Considère d’abord dans quelle mesure Dieu a mérité notre amour, ou plutôt à quel point c’est sans mesure. Disons-le en peu de mots : Il nous a aimés le premier ; lui si grand, il nous a aimés tellement, gratuitement, nous des gens si petits ! Et bien ! Pour de tels gens, la mesure d’aimer Dieu, c’est d’aimer sans mesure. Puisque l’amour qui s’adresse à Dieu s’adresse à l’immensité, à l’infinité, car Dieu est infini et immense, quelle devrait donc être, je vous le demande, la limite ou la mesure de notre amour ? N’oublions pas que notre amour à nous n’est plus un versement gratuit, mais le remboursement d’une dette. Nous sommes donc aimés par l’immensité, aimés par l’éternité, aimés par la charité qui surpasse la science, aimés par Dieu dont la grandeur est sans limite, dont la sagesse est sans mesure, dont la paix surpasse toute intelligence. Et en échange, nous allons offrir un amour mesuré ? Je t’aimerai, Seigneur, ma force, mon soutien, mon refuge, mon libérateur, et, finalement, tout ce qui peut se dire de désirable et d’aimable.

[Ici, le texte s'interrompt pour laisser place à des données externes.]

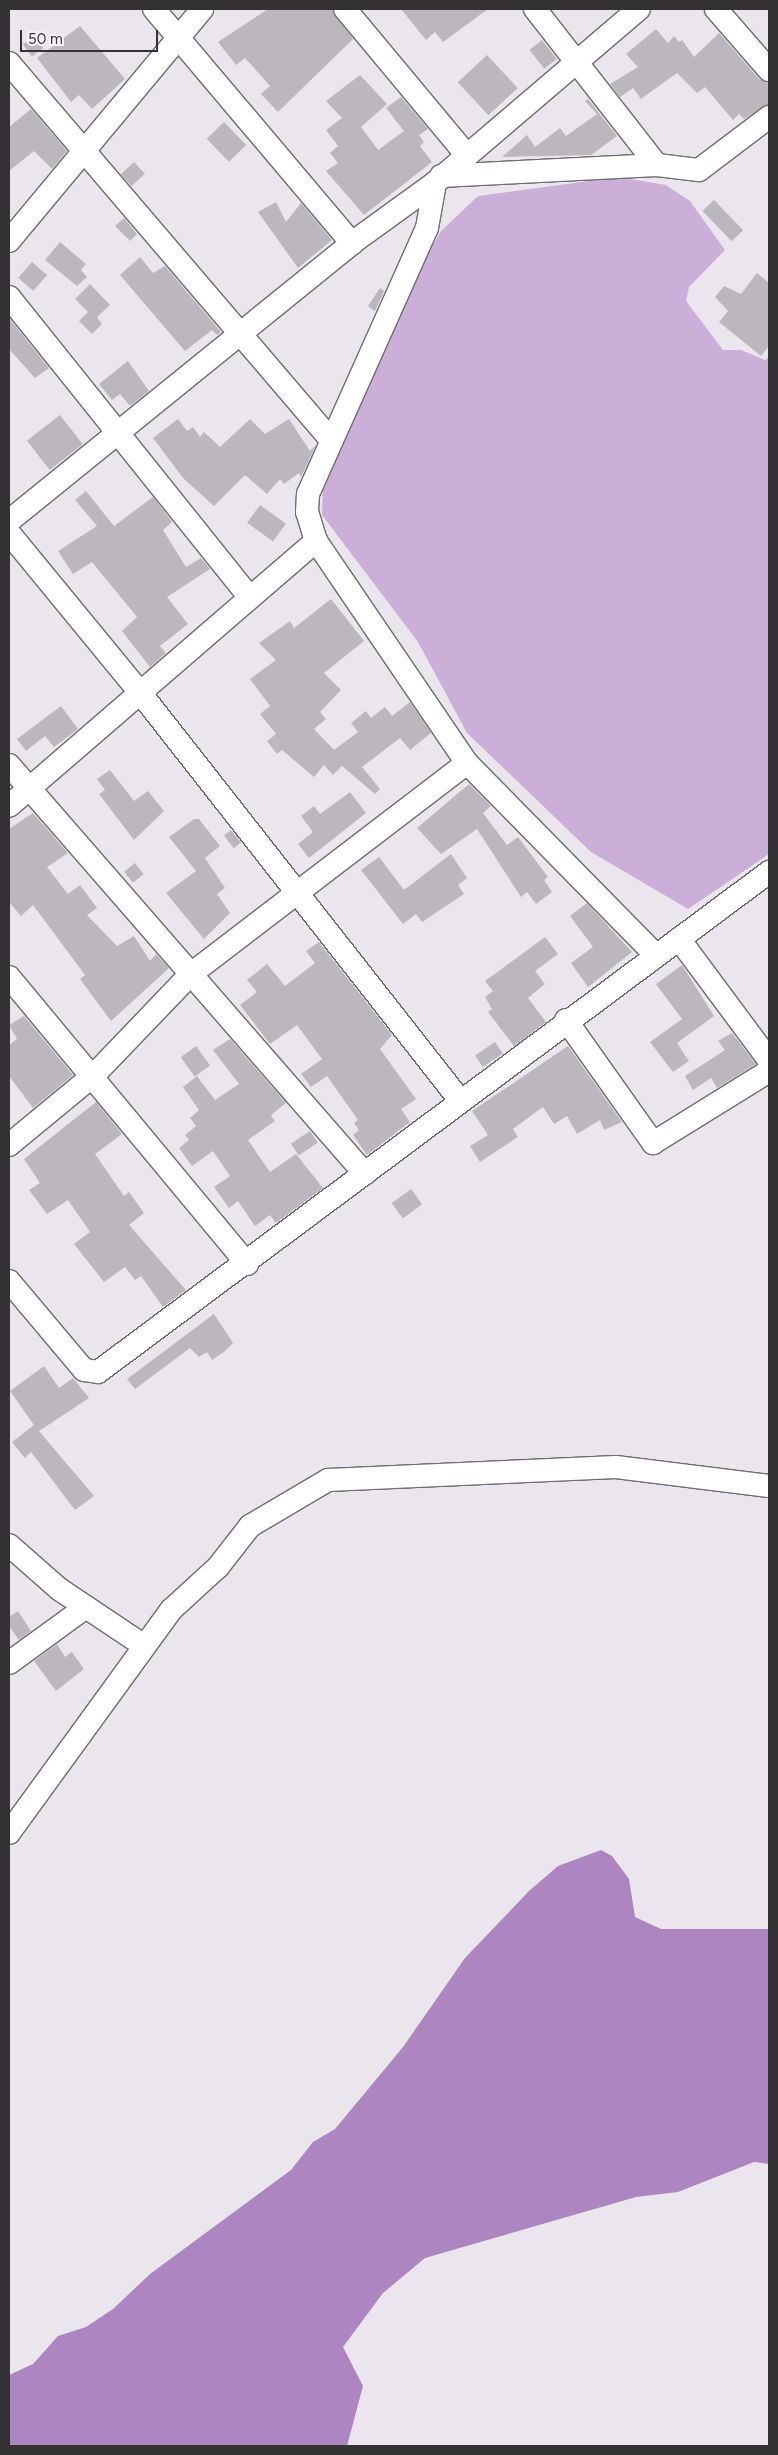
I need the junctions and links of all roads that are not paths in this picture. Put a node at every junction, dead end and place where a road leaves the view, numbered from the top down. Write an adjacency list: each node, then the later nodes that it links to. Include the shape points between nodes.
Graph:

Mon Dieu, mon secours, je t’aimerai pour le don que tu me fais, et, à ma mesure, bien au-dessous de ce que je dois, mais non pas certes au-dessous de ce que je peux. Bien que je ne puisse donner autant que je dois, je ne saurai aller au-delà de ce que je peux. Bien que je ne puisse donner autant que je dois, je ne saurai aller au-delà de ce que je peux. Je pourrai davantage quand tu voudras bien me donner plus, jamais cependant autant que tu en es digne. Tes yeux ont vu mes limites ; pourtant ceux-là seront inscrits dans ton livre qui font leur possible, même s’ils ne peuvent faire tout ce qu’ils doivent.

Il apparaît assez clairement, je pense, dans quelle mesure on doit aimer Dieu, et pourquoi il le mérite. Je dis : pourquoi il le mérite, car pour la grandeur de ce mérite, qui peut bien le savoir ? Qui peut bien l’exprimer ? Qui peut le goûter ?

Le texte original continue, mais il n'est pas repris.